Flughafen Köln/Bonn erwartet 20-Millionen-Minus für 2019

Der Flughafen Köln/Bonn steckt in wirtschaftlichen Schwierigkeiten. Für 2019 wird ein herber Verlust erwartet und die Passagierzahlen werden wohl um fünf Prozent sinken. Kommendes Jahr wird wieder ein Gewinn angestrebt.

Köln/Bonn-Airport © airliners.de / Andreas Sebayang

Nordrhein-Westfalens zweitgrößter Flughafen, der Airport Köln/Bonn, ist in tiefroten Zahlen gelandet. 2019 werde das Unternehmen voraussichtlich einen Verlust von 19,9 Millionen Euro erwirtschaften, teilte der Flughafen am Dienstag mit. Der deutliche Fehlbetrag soll ein Ausrutscher bleiben - 2018 gab es noch einen Gewinn von knapp einer Million Euro. 2020 sollen die Geschäfte wieder profitabel sein. Die Passagierzahl sinkt dieses Jahr der Prognose zufolge um fünf Prozent auf 12,3 Millionen.

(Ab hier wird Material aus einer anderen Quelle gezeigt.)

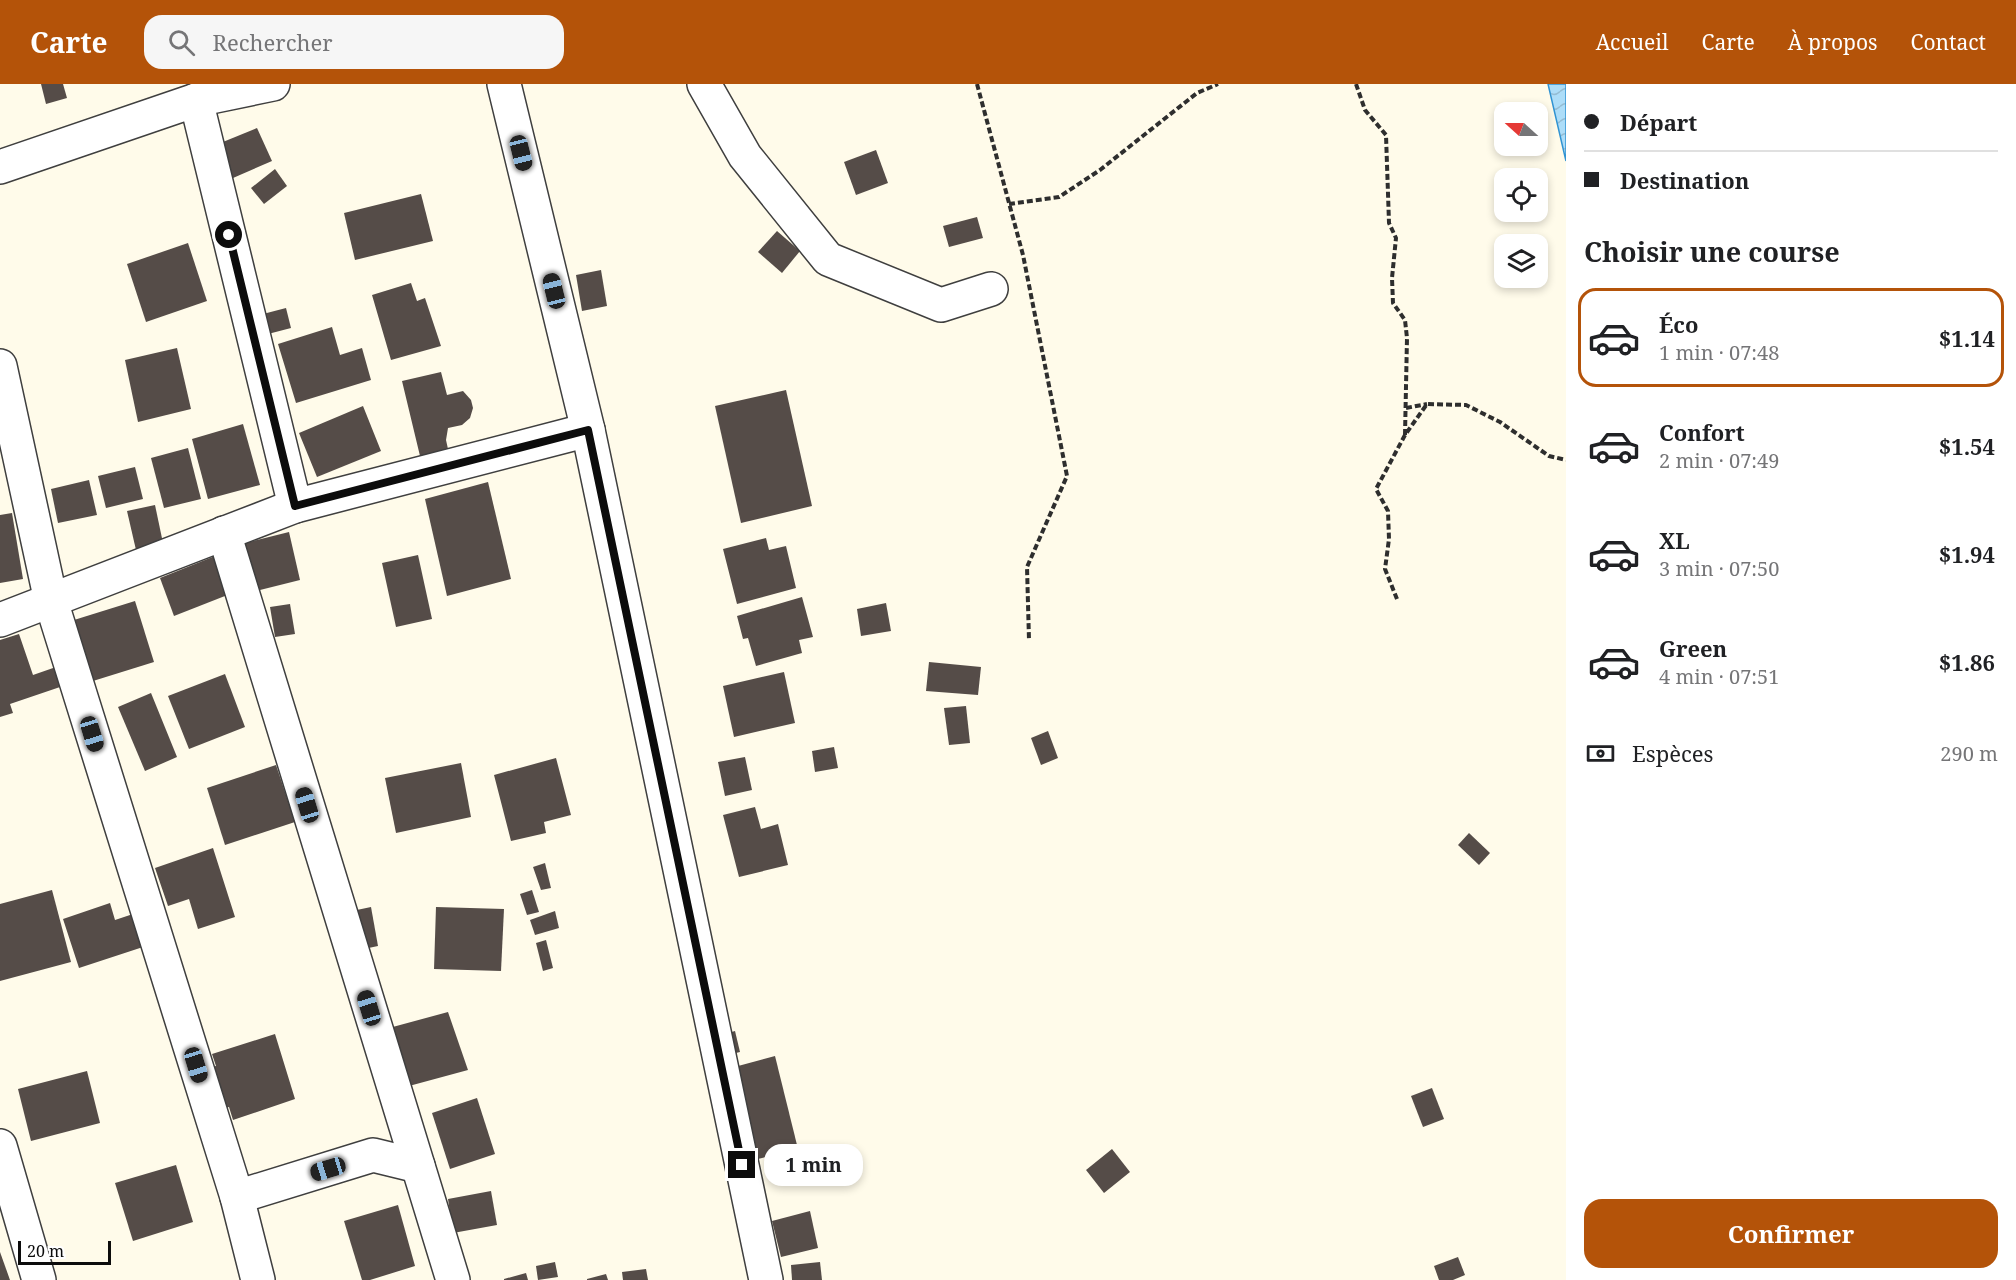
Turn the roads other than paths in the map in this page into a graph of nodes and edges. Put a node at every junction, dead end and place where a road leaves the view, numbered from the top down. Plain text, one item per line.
1 (273, 84) edge
2 (504, 84) edge
3 (704, 84) edge
4 (196, 100) junction
5 (0, 167) edge
6 (991, 289) dead end
7 (0, 366) edge
8 (588, 430) junction
9 (295, 506) junction
10 (224, 533) junction
11 (51, 601) junction
12 (0, 620) edge
13 (0, 1146) edge
14 (418, 1166) junction
15 (237, 1197) junction
16 (39, 1280) edge
17 (258, 1280) edge
18 (453, 1280) edge
19 (766, 1280) edge

1 - 4 street
2 - 8 street
3 - 6 street
4 - 5 street
4 - 9 street
7 - 11 street
8 - 9 street
8 - 19 street
9 - 10 street
10 - 11 street
10 - 14 street
11 - 12 street
11 - 15 street
13 - 16 street
14 - 15 street
14 - 18 street
15 - 17 street

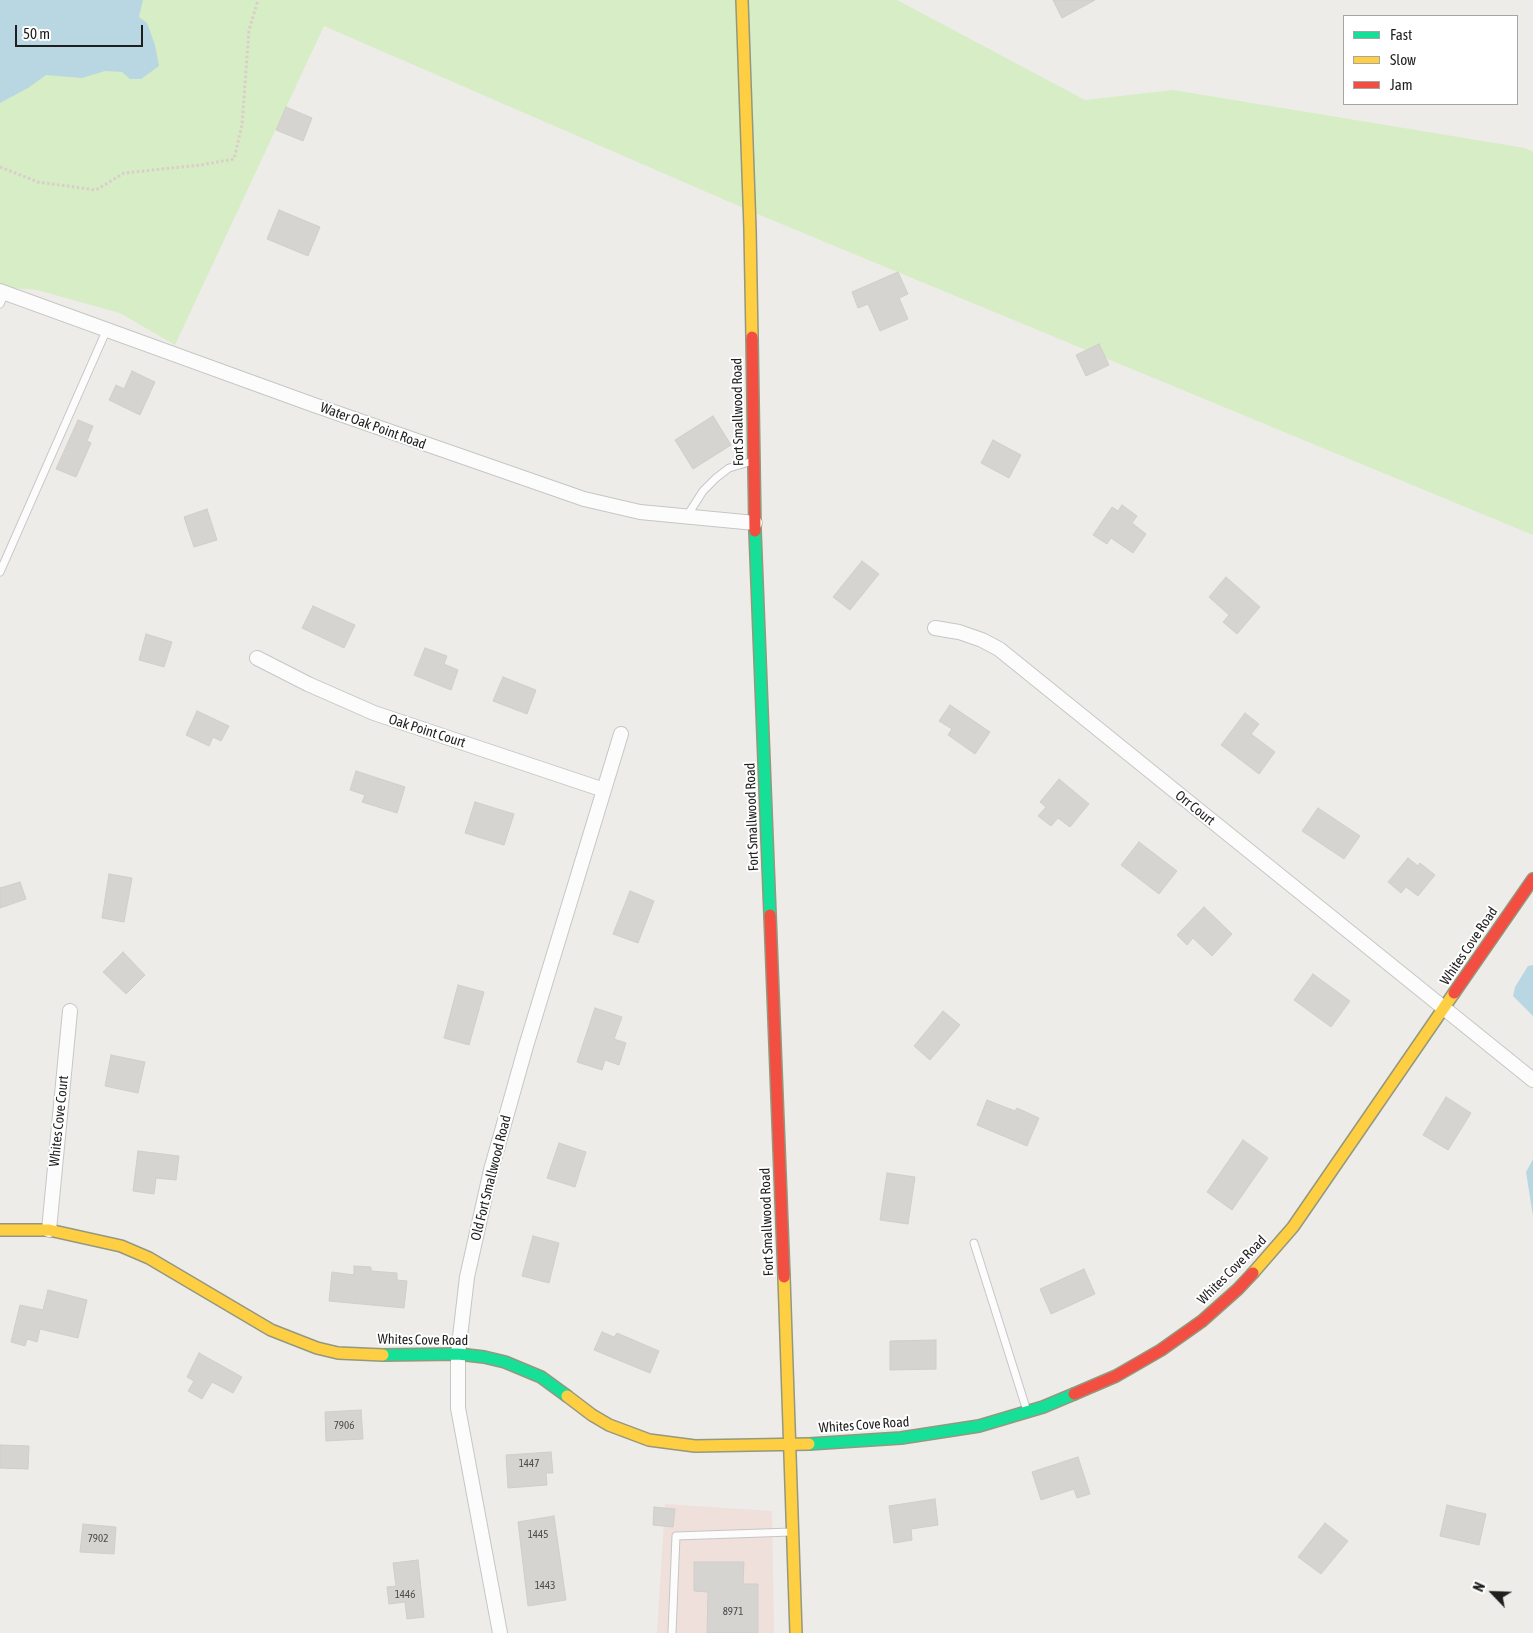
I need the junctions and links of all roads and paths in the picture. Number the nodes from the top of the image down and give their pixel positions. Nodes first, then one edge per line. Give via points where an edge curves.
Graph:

Airport-Chef Johan Vanneste begründete die diesjährigen Einbußen damit, dass Airlines wie Condor, Laudamotion und Norwegian den Flughafen nicht mehr ansteuern, zudem strich Eurowings einige Verbindungen. Vanneste verwies außerdem auf die schwache Weltkonjunktur, wodurch weniger Fracht verschickt wird, und auf finanzielle Belastungen in Höhe von 10 Millionen Euro durch Vorruhestandsregelungen und Altersteilzeitprogramme - das Geld soll dazu führen, dass die Personalkosten langfristig sinken.

Bei den Bodenverkehrsdiensten gibt es weiterhin Probleme. Diese Geschäfte sind den Angaben zufolge in diesem Jahr sehr verlustreich, was sich auch 2020 nicht ändern werde. Die Airport-Spitze pochte darauf, dass man in Gesprächen mit Arbeitnehmervertretern "eine kompromissfähige Lösung" für wettbewerbsfähige Bodenverkehrsdienste finden müsse.

Der Flughafen gehört der öffentlichen Hand, Hauptgesellschafter sind die Stadt Köln, das Land NRW und der Bund. Die Firma hat rund 1800 Mitarbeiter, inklusive anderer Unternehmen sind am Flughafen insgesamt etwa 15.000 Menschen tätig.